The 1-bit version fo the model is impressive with only 11MB in size and reduces one-pass energy to 1.3 mJ, this has true potential to be deployed to the edge devices.

Weaknesses

the proposed method, to match the performance, relies on a heavy teacher models. This multi-stage pipeline (teacher > CLRM > fine-tune) adds additional computes and makes it not clear if the proposed architecture is effective or the distillation part.
The performance of proposed model Still lags behind the SOTA. I would encourage the authors to provide more in-depth analysis of the errors, and the limitation of current models.
Seems the efficiency claims come from FLOP-based calculations with cost model; this is not very convincing, the author could simply use GPU energy consumption to estimate the efficiency.

问题

seems the model accuracy depends on Cos-L2 Representation Matching with a heavyweight teacher; without CLRM the performance drops about 3%on qvh. How important is the teacher model, what if we use a smaller teacher, is the the SNN architecture itself can learn strong multimodal representations or it has to rely on the knowledge distillation?
The SFG mechanism produces saliency scores based on average spiking rates, but there is no visualize or explain why certain clips are gated. Please further explain if certain behaviors are explainable or the behavior of SFG are purely empirical.

局限性

Yes

最终评判理由

i carefully read the rebuttal and other reviews and decided to keep my rating. Please make sure to include the rebuttal numbers and contents to the final paper.

格式问题

None

作者回复

2025-07-31

Thank you for your detailed and valuable feedback on our paper. In this rebuttal, we address your comments.

Question 1

seems the model accuracy depends on Cos-L2 Representation Matching with a heavyweight teacher; without CLRM the performance drops about 3%on qvh. How important is the teacher model, what if we use a smaller teacher, is the the SNN architecture itself can learn strong multimodal representations or it has to rely on the knowledge distillation?

Response

Thank you for this insightful question. We would first like to emphasize that even without incorporating Cos-L2 Representation Matching, our model achieves competitive performance (as highlighted below & Table 1 in paper) compared to the non-pretrained transformer-based VTG baseline, UniVTG.

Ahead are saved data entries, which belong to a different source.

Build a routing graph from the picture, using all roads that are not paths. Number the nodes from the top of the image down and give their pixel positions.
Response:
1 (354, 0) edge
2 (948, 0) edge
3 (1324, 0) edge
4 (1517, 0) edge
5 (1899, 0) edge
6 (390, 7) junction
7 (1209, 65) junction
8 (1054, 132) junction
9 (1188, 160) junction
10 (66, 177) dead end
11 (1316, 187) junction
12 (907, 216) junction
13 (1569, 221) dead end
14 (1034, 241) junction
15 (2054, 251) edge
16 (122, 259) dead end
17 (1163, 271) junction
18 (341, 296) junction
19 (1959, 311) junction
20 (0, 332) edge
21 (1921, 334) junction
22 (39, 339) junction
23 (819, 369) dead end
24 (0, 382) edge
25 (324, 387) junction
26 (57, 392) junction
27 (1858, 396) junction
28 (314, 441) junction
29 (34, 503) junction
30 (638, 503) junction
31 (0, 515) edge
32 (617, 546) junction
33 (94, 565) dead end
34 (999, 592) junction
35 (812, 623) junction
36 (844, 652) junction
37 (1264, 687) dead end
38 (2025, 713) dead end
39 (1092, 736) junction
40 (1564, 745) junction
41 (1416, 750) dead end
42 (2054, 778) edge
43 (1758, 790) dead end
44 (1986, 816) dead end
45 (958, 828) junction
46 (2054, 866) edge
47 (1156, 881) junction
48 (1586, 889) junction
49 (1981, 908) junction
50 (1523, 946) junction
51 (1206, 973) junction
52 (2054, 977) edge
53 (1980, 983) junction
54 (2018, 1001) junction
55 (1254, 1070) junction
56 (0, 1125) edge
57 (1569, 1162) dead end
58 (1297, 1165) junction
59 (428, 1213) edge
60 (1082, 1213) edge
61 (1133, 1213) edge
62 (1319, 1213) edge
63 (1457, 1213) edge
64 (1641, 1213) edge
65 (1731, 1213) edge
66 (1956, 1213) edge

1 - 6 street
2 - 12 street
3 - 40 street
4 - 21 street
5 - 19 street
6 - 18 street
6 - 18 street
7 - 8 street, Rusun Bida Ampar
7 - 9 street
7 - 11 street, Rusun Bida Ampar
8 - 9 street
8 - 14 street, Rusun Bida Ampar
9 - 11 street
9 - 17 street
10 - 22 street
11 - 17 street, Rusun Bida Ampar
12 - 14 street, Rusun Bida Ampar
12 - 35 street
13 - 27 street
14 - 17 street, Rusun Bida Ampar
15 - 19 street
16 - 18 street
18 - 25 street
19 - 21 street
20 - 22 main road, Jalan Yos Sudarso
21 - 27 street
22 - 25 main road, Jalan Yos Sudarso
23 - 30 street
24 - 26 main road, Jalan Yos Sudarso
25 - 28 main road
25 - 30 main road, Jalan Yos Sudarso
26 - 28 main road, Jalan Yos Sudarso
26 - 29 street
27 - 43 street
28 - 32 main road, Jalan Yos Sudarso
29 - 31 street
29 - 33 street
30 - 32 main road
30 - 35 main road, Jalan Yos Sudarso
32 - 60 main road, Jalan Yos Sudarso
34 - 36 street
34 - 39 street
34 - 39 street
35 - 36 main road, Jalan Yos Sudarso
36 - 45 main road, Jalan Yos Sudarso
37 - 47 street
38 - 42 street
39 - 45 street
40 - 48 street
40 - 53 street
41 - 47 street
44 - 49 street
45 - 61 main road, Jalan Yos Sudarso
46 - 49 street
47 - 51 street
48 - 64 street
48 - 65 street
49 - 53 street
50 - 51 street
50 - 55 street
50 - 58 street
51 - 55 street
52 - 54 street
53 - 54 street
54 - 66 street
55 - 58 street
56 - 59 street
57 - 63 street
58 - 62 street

Table 1: Ablation study of the effect of CLRM on SpikingVTG evaluated on the evaluation set of QVHighlights.

Method	QVHighlights-MR @0.5	QVHighlights-MR @0.7	mAP@avg	mAP	HIT@1
UniVTG	59.74	40.90	36.13	38.83	61.81
SpikingVTG w/o CLRM	60.12	39.68	36.23	38.84	62.49

To achieve improved performance, transformer-based VTG models such as UniVTG typically rely on extensive pre-training on large-scale datasets (e.g., Ego4D, VideoCC). However, pre-training a spiking model from scratch is substantially more computationally expensive. To address this, we employ Cos-L2 Representation Matching (CLRM), which enables direct knowledge transfer from a pre-trained UniVTG to the downstream task—eliminating the need for costly large-scale pre-training. To demonstrate that SpikingVTG is fully capable of learning strong multimodal representations on its own, we also pre-trained it on Ego4D and VideoCC. Achieving similar performance (on QVHighlights), however, required approximately 45 hours of wall-clock time for full pre-training, compared to only ~4 hours for knowledge distillation via CLRM (50 epochs, each epoch ~300 sec). This highlights CLRM as an efficient and compute-friendly solution for rapidly training SpikingVTG with significantly reduced resource requirements.

Question 2

The SFG mechanism produces saliency scores based on average spiking rates, but there is no visualize or explain why certain clips are gated. Please further explain if certain behaviors are explainable or the behavior of SFG are purely empirical.

Response Thank you for this excellent question. The SFG mechanism computes saliency scores by measuring the cosine similarity between the final-layer ASR representation of each video clip and the textual query embedding (Eq. 2). These similarity scores are then min–max normalized to lie within $[0, 1]$ , where higher values indicate greater relevance to the query.

Figure  2b provides a visualization of SFG’s behavior. In this example, the ground-truth highlight corresponds to clip index 28. We observe that clips temporally close to index 28 exhibit higher saliency scores (warmer colors, more red), while clips further away from the relevant segment have lower scores (cooler colors, more blue). This pattern is consistent across examples and indicates that the SFG mechanism tends to assign higher weights to clips that are semantically and temporally aligned with the query.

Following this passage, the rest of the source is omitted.